_WHAT IS BEING ASKED_:
Return each of the entries below precisely, with no pictures in the result.

_RECORDS FOR THE EXERCISE_:
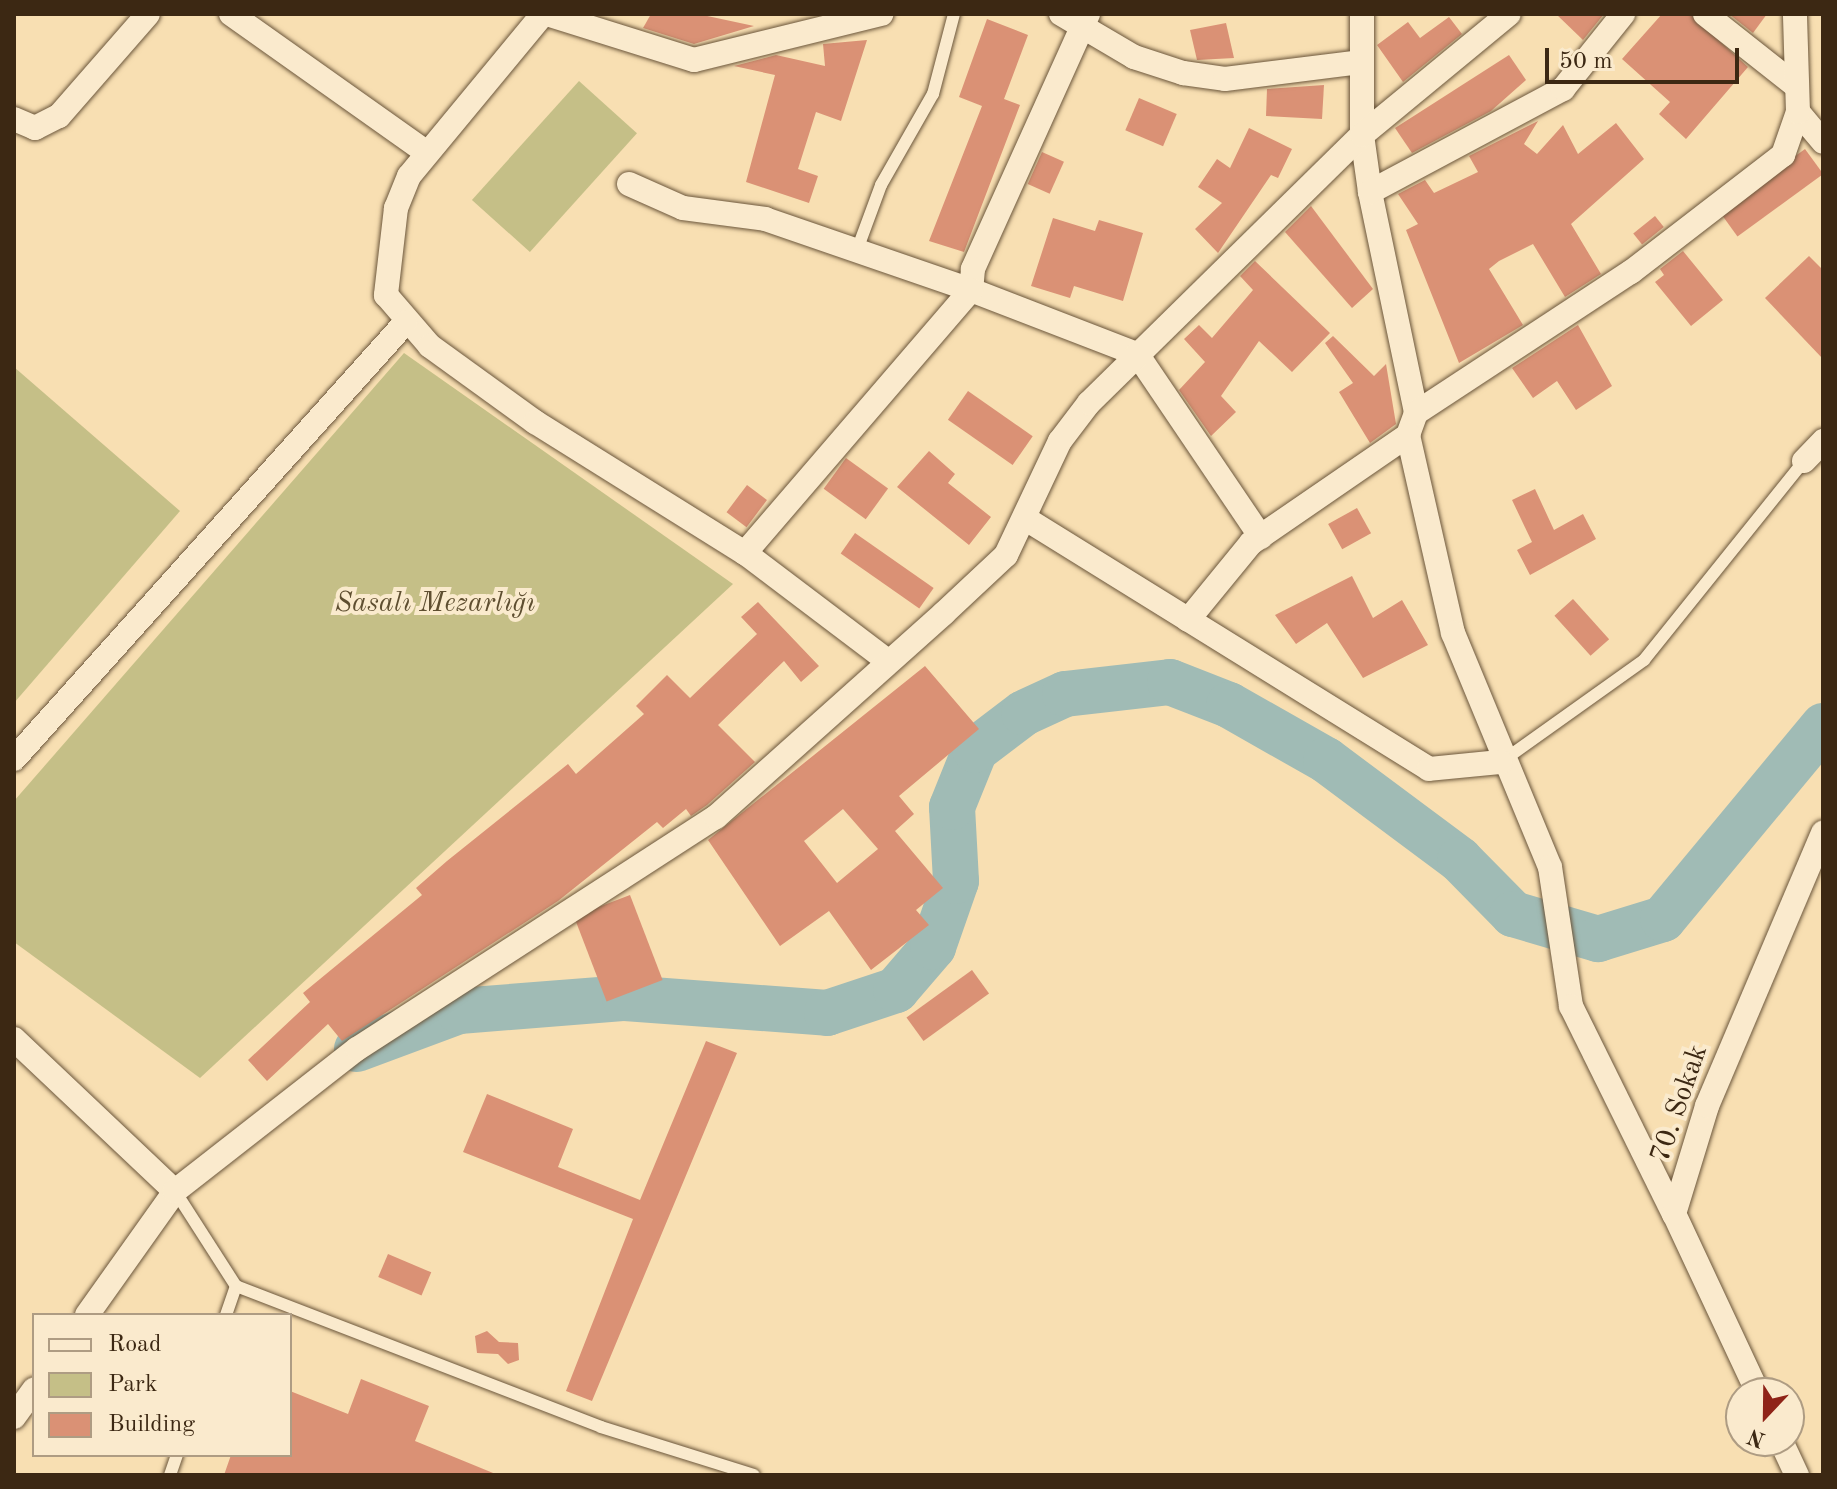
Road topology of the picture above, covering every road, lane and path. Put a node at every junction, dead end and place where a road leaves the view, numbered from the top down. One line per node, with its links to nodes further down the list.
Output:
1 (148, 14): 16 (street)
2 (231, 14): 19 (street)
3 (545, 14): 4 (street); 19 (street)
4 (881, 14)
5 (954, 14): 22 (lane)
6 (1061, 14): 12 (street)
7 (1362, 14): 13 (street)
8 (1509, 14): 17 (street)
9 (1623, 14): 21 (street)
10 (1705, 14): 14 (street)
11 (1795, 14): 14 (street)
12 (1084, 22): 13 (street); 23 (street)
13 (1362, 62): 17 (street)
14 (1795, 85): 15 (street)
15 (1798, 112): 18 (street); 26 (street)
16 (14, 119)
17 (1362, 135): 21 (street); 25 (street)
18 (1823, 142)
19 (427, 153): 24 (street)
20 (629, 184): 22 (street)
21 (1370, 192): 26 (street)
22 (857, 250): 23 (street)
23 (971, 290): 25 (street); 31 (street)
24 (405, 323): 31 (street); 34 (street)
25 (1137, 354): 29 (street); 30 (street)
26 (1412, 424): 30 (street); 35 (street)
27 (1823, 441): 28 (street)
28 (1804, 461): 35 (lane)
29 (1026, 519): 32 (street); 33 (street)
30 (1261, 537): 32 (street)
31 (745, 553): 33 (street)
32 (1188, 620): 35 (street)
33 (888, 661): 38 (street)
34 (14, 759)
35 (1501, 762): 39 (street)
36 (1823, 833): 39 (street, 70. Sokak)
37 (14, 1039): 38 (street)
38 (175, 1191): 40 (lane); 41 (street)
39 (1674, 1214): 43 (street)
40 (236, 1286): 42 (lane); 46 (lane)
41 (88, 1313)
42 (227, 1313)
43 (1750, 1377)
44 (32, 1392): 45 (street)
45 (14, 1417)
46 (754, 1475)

_EXPECTED OUTPUT_:
Road topology of the picture above, covering every road, lane and path. Put a node at every junction, dead end and place where a road leaves the view, numbered from the top down. One line per node, with its links to nodes further down the list.
Output:
1 (148, 14): 16 (street)
2 (231, 14): 19 (street)
3 (545, 14): 4 (street); 19 (street)
4 (881, 14)
5 (954, 14): 22 (lane)
6 (1061, 14): 12 (street)
7 (1362, 14): 13 (street)
8 (1509, 14): 17 (street)
9 (1623, 14): 21 (street)
10 (1705, 14): 14 (street)
11 (1795, 14): 14 (street)
12 (1084, 22): 13 (street); 23 (street)
13 (1362, 62): 17 (street)
14 (1795, 85): 15 (street)
15 (1798, 112): 18 (street); 26 (street)
16 (14, 119)
17 (1362, 135): 21 (street); 25 (street)
18 (1823, 142)
19 (427, 153): 24 (street)
20 (629, 184): 22 (street)
21 (1370, 192): 26 (street)
22 (857, 250): 23 (street)
23 (971, 290): 25 (street); 31 (street)
24 (405, 323): 31 (street); 34 (street)
25 (1137, 354): 29 (street); 30 (street)
26 (1412, 424): 30 (street); 35 (street)
27 (1823, 441): 28 (street)
28 (1804, 461): 35 (lane)
29 (1026, 519): 32 (street); 33 (street)
30 (1261, 537): 32 (street)
31 (745, 553): 33 (street)
32 (1188, 620): 35 (street)
33 (888, 661): 38 (street)
34 (14, 759)
35 (1501, 762): 39 (street)
36 (1823, 833): 39 (street, 70. Sokak)
37 (14, 1039): 38 (street)
38 (175, 1191): 40 (lane); 41 (street)
39 (1674, 1214): 43 (street)
40 (236, 1286): 42 (lane); 46 (lane)
41 (88, 1313)
42 (227, 1313)
43 (1750, 1377)
44 (32, 1392): 45 (street)
45 (14, 1417)
46 (754, 1475)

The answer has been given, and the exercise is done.